- Activity: Among the lines below, list those containing the string "Панфилова".
**** Record extracts
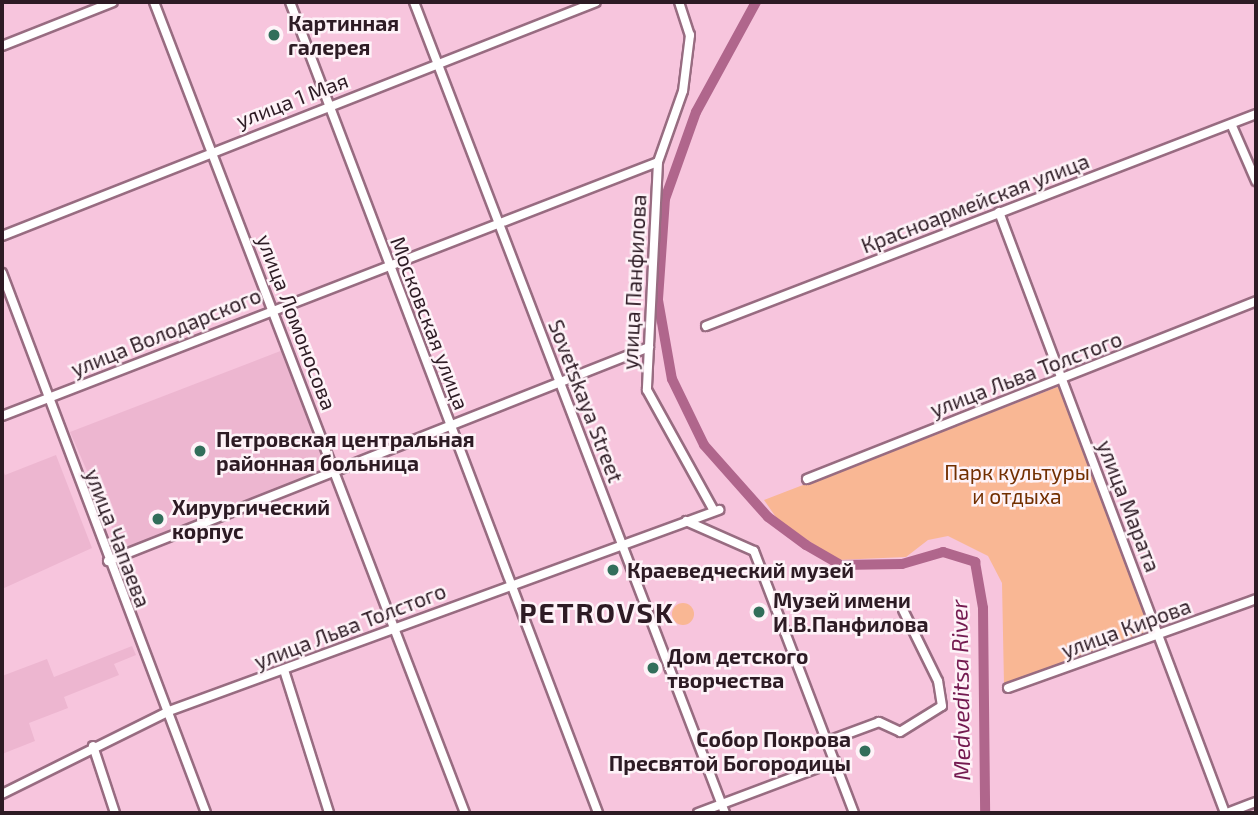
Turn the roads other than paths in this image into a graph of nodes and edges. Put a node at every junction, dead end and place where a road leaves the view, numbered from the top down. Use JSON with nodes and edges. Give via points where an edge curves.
{"nodes":[{"id":1,"x":113,"y":2,"type":"edge"},
{"id":2,"x":154,"y":2,"type":"edge"},
{"id":3,"x":290,"y":2,"type":"edge"},
{"id":4,"x":414,"y":2,"type":"edge"},
{"id":5,"x":596,"y":2,"type":"edge"},
{"id":6,"x":679,"y":2,"type":"edge"},
{"id":7,"x":2,"y":46,"type":"edge"},
{"id":8,"x":438,"y":63,"type":"junction"},
{"id":9,"x":328,"y":104,"type":"junction"},
{"id":10,"x":1256,"y":114,"type":"edge"},
{"id":11,"x":1232,"y":126,"type":"junction"},
{"id":12,"x":212,"y":151,"type":"junction"},
{"id":13,"x":658,"y":162,"type":"junction"},
{"id":14,"x":1256,"y":181,"type":"edge"},
{"id":15,"x":999,"y":212,"type":"junction"},
{"id":16,"x":499,"y":222,"type":"junction"},
{"id":17,"x":2,"y":236,"type":"edge"},
{"id":18,"x":388,"y":264,"type":"junction"},
{"id":19,"x":2,"y":273,"type":"edge"},
{"id":20,"x":1256,"y":300,"type":"edge"},
{"id":21,"x":274,"y":308,"type":"junction"},
{"id":22,"x":706,"y":326,"type":"dead end"},
{"id":23,"x":649,"y":347,"type":"junction"},
{"id":24,"x":1063,"y":379,"type":"junction"},
{"id":25,"x":561,"y":383,"type":"junction"},
{"id":26,"x":47,"y":398,"type":"junction"},
{"id":27,"x":2,"y":416,"type":"edge"},
{"id":28,"x":449,"y":424,"type":"junction"},
{"id":29,"x":334,"y":471,"type":"junction"},
{"id":30,"x":807,"y":479,"type":"dead end"},
{"id":31,"x":717,"y":510,"type":"joint"},
{"id":32,"x":686,"y":521,"type":"junction"},
{"id":33,"x":623,"y":542,"type":"junction"},
{"id":34,"x":108,"y":561,"type":"junction"},
{"id":35,"x":511,"y":585,"type":"junction"},
{"id":36,"x":1256,"y":599,"type":"edge"},
{"id":37,"x":903,"y":610,"type":"dead end"},
{"id":38,"x":394,"y":628,"type":"junction"},
{"id":39,"x":1160,"y":636,"type":"junction"},
{"id":40,"x":285,"y":670,"type":"junction"},
{"id":41,"x":1008,"y":688,"type":"dead end"},
{"id":42,"x":169,"y":711,"type":"junction"},
{"id":43,"x":828,"y":741,"type":"junction"},
{"id":44,"x":93,"y":746,"type":"junction"},
{"id":45,"x":836,"y":761,"type":"junction"},
{"id":46,"x":2,"y":794,"type":"edge"},
{"id":47,"x":1256,"y":802,"type":"edge"},
{"id":48,"x":722,"y":804,"type":"junction"},
{"id":49,"x":115,"y":813,"type":"edge"},
{"id":50,"x":206,"y":813,"type":"edge"},
{"id":51,"x":329,"y":813,"type":"edge"},
{"id":52,"x":465,"y":813,"type":"edge"},
{"id":53,"x":598,"y":813,"type":"edge"},
{"id":54,"x":698,"y":813,"type":"edge"},
{"id":55,"x":726,"y":813,"type":"edge"},
{"id":56,"x":854,"y":813,"type":"edge"},
{"id":57,"x":1226,"y":813,"type":"edge"}],
"edges":[{"from":1,"to":7,"type":"street"},
{"from":2,"to":12,"type":"street","name":"улица Ломоносова"},
{"from":3,"to":9,"type":"street","name":"Московская улица"},
{"from":4,"to":8,"type":"street","name":"Sovetskaya Street"},
{"from":5,"to":8,"type":"street","name":"улица 1 Мая"},
{"from":6,"to":13,"type":"street","name":"улица Панфилова","via":[[690,35],[684,80]]},
{"from":8,"to":9,"type":"street","name":"улица 1 Мая"},
{"from":8,"to":16,"type":"street","name":"Sovetskaya Street"},
{"from":9,"to":12,"type":"street","name":"улица 1 Мая"},
{"from":9,"to":18,"type":"street","name":"Московская улица"},
{"from":10,"to":11,"type":"street","name":"Красноармейская улица"},
{"from":11,"to":14,"type":"street"},
{"from":11,"to":15,"type":"street","name":"Красноармейская улица"},
{"from":12,"to":17,"type":"street","name":"улица 1 Мая"},
{"from":12,"to":21,"type":"street","name":"улица Ломоносова"},
{"from":13,"to":16,"type":"street","name":"улица Володарского"},
{"from":13,"to":23,"type":"street","name":"улица Панфилова"},
{"from":15,"to":22,"type":"street","name":"Красноармейская улица"},
{"from":15,"to":24,"type":"street","name":"улица Марата"},
{"from":16,"to":18,"type":"street","name":"улица Володарского"},
{"from":16,"to":25,"type":"street","name":"Sovetskaya Street"},
{"from":18,"to":21,"type":"street","name":"улица Володарского"},
{"from":18,"to":28,"type":"street","name":"Московская улица"},
{"from":19,"to":26,"type":"street","name":"улица Чапаева"},
{"from":20,"to":24,"type":"street","name":"улица Льва Толстого"},
{"from":21,"to":26,"type":"street","name":"улица Володарского"},
{"from":21,"to":29,"type":"street","name":"улица Ломоносова"},
{"from":23,"to":25,"type":"street"},
{"from":23,"to":31,"type":"street","name":"улица Панфилова","via":[[647,390]]},
{"from":24,"to":30,"type":"street","name":"улица Льва Толстого"},
{"from":24,"to":39,"type":"street","name":"улица Марата"},
{"from":25,"to":28,"type":"street"},
{"from":25,"to":33,"type":"street","name":"Sovetskaya Street"},
{"from":26,"to":27,"type":"street","name":"улица Володарского"},
{"from":26,"to":34,"type":"street","name":"улица Чапаева"},
{"from":28,"to":29,"type":"street"},
{"from":28,"to":35,"type":"street","name":"Московская улица"},
{"from":29,"to":34,"type":"street"},
{"from":29,"to":38,"type":"street","name":"улица Ломоносова"},
{"from":31,"to":32,"type":"street","name":"улица Льва Толстого"},
{"from":32,"to":33,"type":"street","name":"улица Льва Толстого"},
{"from":32,"to":43,"type":"street","via":[[754,551]]},
{"from":33,"to":35,"type":"street","name":"улица Льва Толстого"},
{"from":33,"to":48,"type":"street","name":"Sovetskaya Street"},
{"from":34,"to":42,"type":"street","name":"улица Чапаева"},
{"from":35,"to":38,"type":"street","name":"улица Льва Толстого"},
{"from":35,"to":53,"type":"street","name":"Московская улица"},
{"from":36,"to":39,"type":"street","name":"улица Кирова"},
{"from":37,"to":43,"type":"street","via":[[937,681],[942,706],[935,716],[900,732],[879,722]]},
{"from":38,"to":40,"type":"street","name":"улица Льва Толстого"},
{"from":38,"to":52,"type":"street","name":"улица Ломоносова"},
{"from":39,"to":41,"type":"street","name":"улица Кирова"},
{"from":39,"to":57,"type":"street","name":"улица Марата"},
{"from":40,"to":42,"type":"street","name":"улица Льва Толстого"},
{"from":40,"to":51,"type":"street"},
{"from":42,"to":44,"type":"street","name":"улица Льва Толстого"},
{"from":42,"to":50,"type":"street","name":"улица Чапаева"},
{"from":43,"to":45,"type":"street"},
{"from":44,"to":46,"type":"street","name":"улица Льва Толстого"},
{"from":44,"to":49,"type":"street"},
{"from":45,"to":48,"type":"street"},
{"from":45,"to":56,"type":"street"},
{"from":47,"to":57,"type":"street"},
{"from":48,"to":54,"type":"street"},
{"from":48,"to":55,"type":"street","name":"Sovetskaya Street"}]}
********
- Answer for this exercise:
{"from":6,"to":13,"type":"street","name":"улица Панфилова","via":[[690,35],[684,80]]},
{"from":13,"to":23,"type":"street","name":"улица Панфилова"},
{"from":23,"to":31,"type":"street","name":"улица Панфилова","via":[[647,390]]},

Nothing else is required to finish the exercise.